Doug Skrecky (oberon@vcn.bc.ca)
Wed, 27 Jan 1999 01:38:07 -0800 (PST)

Question: Where are all the ETs?

The problem: Picture the following. Ten thousand years from now the first self-replicating InterStellar Probe is launched from Earth. In another ten thousand years it encounters a habitable planet in another solar system. It then proceeds to build a factory which can manufacture other probes, and in time terraform the planet, and accomplish other tasks that it has been programed with. Millions, billions and then trillions of other probes are sent out and eventually in say 10 to 100 million years all solar systems in the entire galaxy has been visited. We presume there must be other planets with life on them, and further presume that some must have intelligent life on then. There seem to exist no technical or other reasons for why at least one self-replicating InterStellar probe has not then launched by at least one intelligent species in the past. No probes have ever been detected, therefore these probes do not exist, therefore the intelligent species that could have launched them do not exist. The problem is to account for why no such old ETs exist.
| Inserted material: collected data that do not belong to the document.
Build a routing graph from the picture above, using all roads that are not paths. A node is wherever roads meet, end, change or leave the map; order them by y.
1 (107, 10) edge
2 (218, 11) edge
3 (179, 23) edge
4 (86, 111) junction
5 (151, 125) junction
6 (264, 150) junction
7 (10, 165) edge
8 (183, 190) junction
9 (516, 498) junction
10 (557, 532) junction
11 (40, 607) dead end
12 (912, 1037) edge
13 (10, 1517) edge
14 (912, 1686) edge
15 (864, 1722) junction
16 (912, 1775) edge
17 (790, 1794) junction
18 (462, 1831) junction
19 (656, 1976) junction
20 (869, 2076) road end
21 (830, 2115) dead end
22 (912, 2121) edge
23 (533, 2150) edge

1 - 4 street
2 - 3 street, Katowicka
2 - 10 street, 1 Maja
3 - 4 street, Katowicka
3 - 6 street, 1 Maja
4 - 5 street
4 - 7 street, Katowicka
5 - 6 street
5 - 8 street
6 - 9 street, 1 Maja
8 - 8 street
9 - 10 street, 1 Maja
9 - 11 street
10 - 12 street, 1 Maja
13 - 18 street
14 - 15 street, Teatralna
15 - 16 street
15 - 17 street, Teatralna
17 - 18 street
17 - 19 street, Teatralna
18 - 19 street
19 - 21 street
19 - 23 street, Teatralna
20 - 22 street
One possible answer may be found in the January 23,1999 issue of New Scientist. James Annis, an astrophysicist thinks old ETs did not exist because gamma ray bursts (GRBs) have repeatedly sterilized large parts of our galaxy before intelligent life has had time to evolve. Presumably only the most radiation resistant bacteria buried deep in the mantle could survive a nearby GRB - but evolution would still be reset effectively to zero each time a nearby GRB occurred. The rate that GRBs occur in our galaxy was much more frequent in the past - once every few million years. This could account for why old ET civilizations never existed, as there was never enough time for intelligent life to evolve before a sterilizing event occurred. Now that these GRBs occur only every few hundred million years, has it become possible for a few lucky planets (such as Earth) to avoid being fried long enough for intelligent life to evolve. In earth's case I assume this reprieve has been at least the last 600 million years since the end of the precambrian era, though possibly a distant GRB might account for the mass extinction event at the end of the Permian epoch?